President Goodluck Jonathan’s Transformation Agenda and Nigeria’s Foreign Policy
Blessing E. N. Thom-Otuya, PhD

After the Second World War in 1945, the foreign policy direction of most developing nations was to liberate themselves from the shackles of colonialism and adjusting themselves to the politics of bipolarism. Fifty years after, most African countries have been liberated. The cold war between the western capitalist bloc and the eastern socialist bloc no longer exists. From the fall of the Berlin wall; there was an emergence of a new international relations and challenges. The world was faced with new realities the challenge of bad governance, poverty, civil war, terrorism, environmental degradation, threat of nuclear war, piracy, oil theft, illegal bunkering, proliferation of small arms and light weapons and transnational crimes among others. Nigerians including President Goodluck Jonathan are clamouring for change of Nigeria’s foreign policy direction to meet the emerging trends in the international State system. Nigeria before now has been giving various assistance to African countries without gaining anything. The Transformation Agenda of President Goodluck Jonathan is a holistic attempt to reform and transform the Nigerian State.
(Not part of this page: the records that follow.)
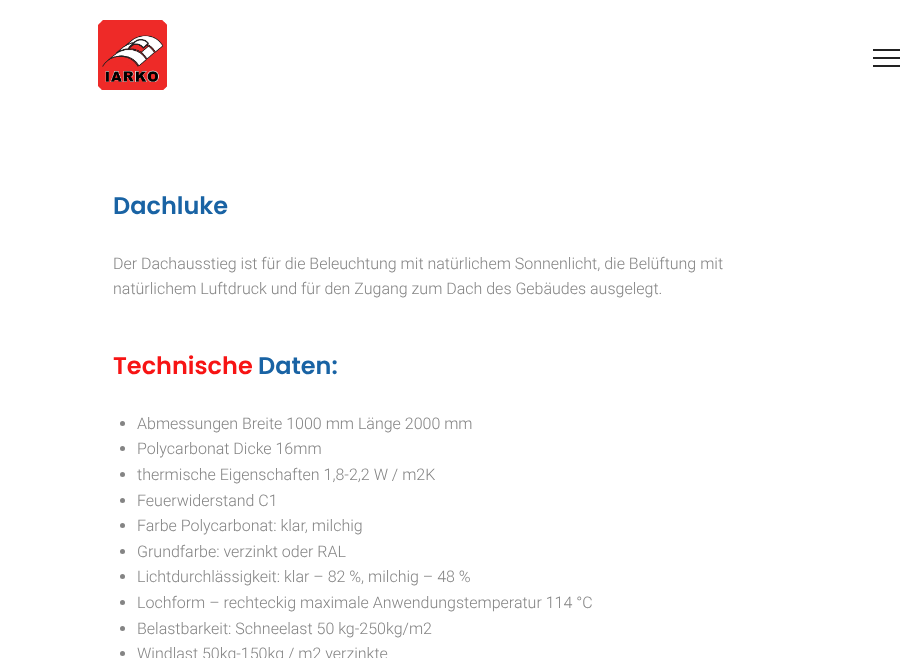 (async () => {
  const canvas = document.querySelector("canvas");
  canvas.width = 915;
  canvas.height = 658;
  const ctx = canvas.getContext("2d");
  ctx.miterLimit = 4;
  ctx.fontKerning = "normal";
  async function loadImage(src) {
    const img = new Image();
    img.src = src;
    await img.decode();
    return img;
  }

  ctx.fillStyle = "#ffffff";
  ctx.fillRect(0, 0, 915, 658);
  ctx.drawImage(await loadImage("img/1.png"), 98, 20, 69, 70);
  for (const [x, y, w, h, color] of [
    [873, 57, 27, 2, "#222222"],
    [873, 49, 27, 2, "#222222"],
    [873, 65, 27, 2, "#222222"],
  ]) {
    ctx.fillStyle = color;
    ctx.fillRect(x, y, w, h);
  }
  ctx.fillStyle = "#848484";
  ctx.beginPath();
  ctx.arc(122.5, 423.5, 2.5, 0, Math.PI * 2);
  ctx.fill();
  ctx.beginPath();
  ctx.arc(122.5, 448.5, 2.5, 0, Math.PI * 2);
  ctx.fill();
  ctx.beginPath();
  ctx.arc(122.5, 474.5, 2.5, 0, Math.PI * 2);
  ctx.fill();
  ctx.beginPath();
  ctx.arc(122.5, 500.5, 2.5, 0, Math.PI * 2);
  ctx.fill();
  ctx.beginPath();
  ctx.arc(122.5, 525.5, 2.5, 0, Math.PI * 2);
  ctx.fill();
  ctx.beginPath();
  ctx.arc(122.5, 551.5, 2.5, 0, Math.PI * 2);
  ctx.fill();
  ctx.beginPath();
  ctx.arc(122.5, 576.5, 2.5, 0, Math.PI * 2);
  ctx.fill();
  ctx.beginPath();
  ctx.arc(122.5, 602.5, 2.5, 0, Math.PI * 2);
  ctx.fill();
  ctx.beginPath();
  ctx.arc(122.5, 628.5, 2.5, 0, Math.PI * 2);
  ctx.fill();
  ctx.beginPath();
  ctx.arc(122.5, 653.5, 2.5, 0, Math.PI * 2);
  ctx.fill();
  ctx.font = "600 24px Poppins";
  ctx.fillStyle = "#1963a4";
  ctx.fillText("Dachluke", 113, 214);
  ctx.font = "300 16px Roboto";
  ctx.fillStyle = "#848484";
  ctx.fillText("Der Dachausstieg ist für die Beleuchtung mit natürlichem Sonnenlicht, die Belüftung mit", 113, 269);
  ctx.fillText("natürlichem Luftdruck und für den Zugang zum Dach des Gebäudes ausgelegt.", 113, 294);
  ctx.font = "600 24px Poppins";
  ctx.fillStyle = "#f71414";
  ctx.fillText("Technische", 113, 374);
  ctx.fillStyle = "#1963a4";
  ctx.fillText("Daten:", 258, 374);
  ctx.font = "300 16px Roboto";
  ctx.fillStyle = "#848484";
  for (const [text, x, y] of [
    ["Abmessungen Breite 1000 mm Länge 2000 mm", 137, 429],
    ["Polycarbonat Dicke 16mm", 137, 454],
    ["thermische Eigenschaften 1,8-2,2 W / m2K", 137, 480],
    ["Feuerwiderstand C1", 137, 506],
    ["Farbe Polycarbonat: klar, milchig", 137, 531],
    ["Grundfarbe: verzinkt oder RAL", 137, 557],
    ["Lichtdurchlässigkeit: klar – 82 %, milchig – 48 %", 137, 582],
    ["Lochform – rechteckig maximale Anwendungstemperatur 114 °C", 137, 608],
    ["Belastbarkeit: Schneelast 50 kg-250kg/m2", 137, 634],
    ["Windlast 50kg-150kg / m2 verzinkte", 137, 659],
  ]) {
    ctx.fillText(text, x, y);
  }
})(); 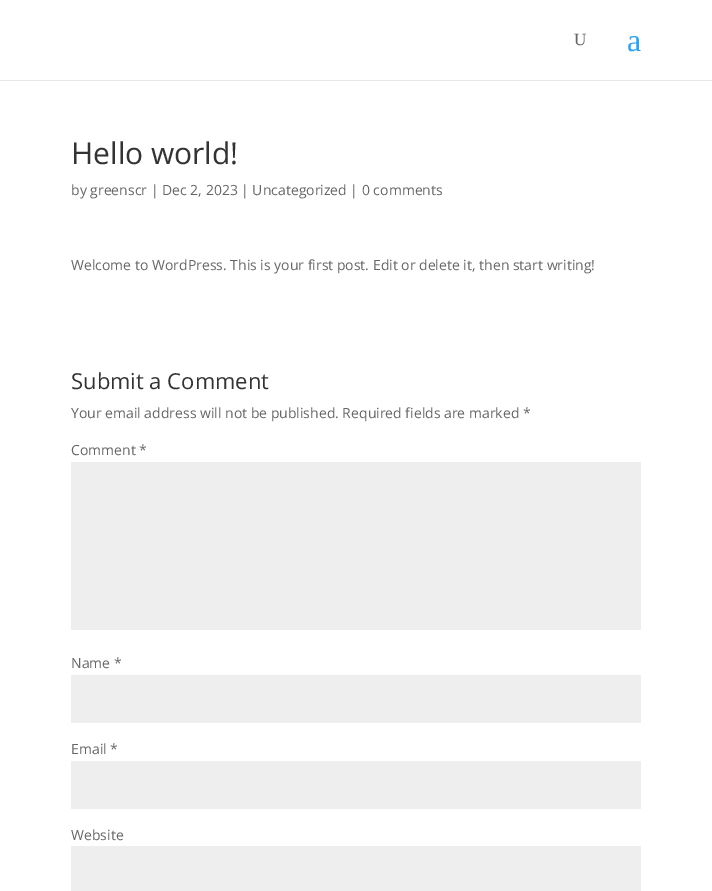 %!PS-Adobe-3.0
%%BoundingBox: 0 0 712 891
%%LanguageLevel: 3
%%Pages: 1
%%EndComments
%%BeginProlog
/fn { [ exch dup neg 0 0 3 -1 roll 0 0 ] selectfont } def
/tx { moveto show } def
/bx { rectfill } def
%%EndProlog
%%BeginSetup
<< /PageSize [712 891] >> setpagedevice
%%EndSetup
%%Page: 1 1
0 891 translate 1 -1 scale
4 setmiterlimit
1 setgray
0 0 712 891 bx
0.902 setgray
0 80 712 1 bx
/LiberationSerif-Regular 17 fn
0.4 setgray
(U) 574 45 tx
/LiberationSerif-Regular 32 fn
0.18 0.639 0.949 setrgbcolor
(a) 627 51 tx
/OpenSans-Regular 30 fn
0.2 setgray
(Hello world!) 71 164 tx
/OpenSans-Regular 14 fn
0.4 setgray
(by greenscr | Dec 2, 2023 | Uncategorized | 0 comments) 71 195 tx
(Welcome to WordPress. This is your first post. Edit or delete it, then start writing!) 71 270 tx
/OpenSans-Regular 22 fn
0.2 setgray
(Submit a Comment) 71 389 tx
/OpenSans-Regular 14 fn
0.4 setgray
(Your email address will not be published. Required fields are marked *) 71 418 tx
(Comment *) 71 455 tx
0.933 setgray
71 462 570 168 bx
0.4 setgray
(Name *) 71 668 tx
0.933 setgray
71 675 570 48 bx
0.4 setgray
(Email *) 71 754 tx
0.933 setgray
71 761 570 48 bx
0.4 setgray
(Website) 71 840 tx
0.933 setgray
71 846 570 45 bx
showpage
%%EOF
The transformation agenda is the articulation of government prioritized policies, programmes and projects that will guide Jonathan’s administration from 2011 to 2015. The Nigerian foreign policy will definitely seek for greater responsibilities. How can her national interest be maximized utilizing the on-going transformation programme? This paper is an attempt to explore the foreign policy of Goodluck Jonathan within the context of the Transformation Agenda; and suggest ways of strengthening Nigeria’s foreign policy. The ultimate goal of the paper is to reposition Nigeria’s foreign policy for a greater role and influence in the international state system.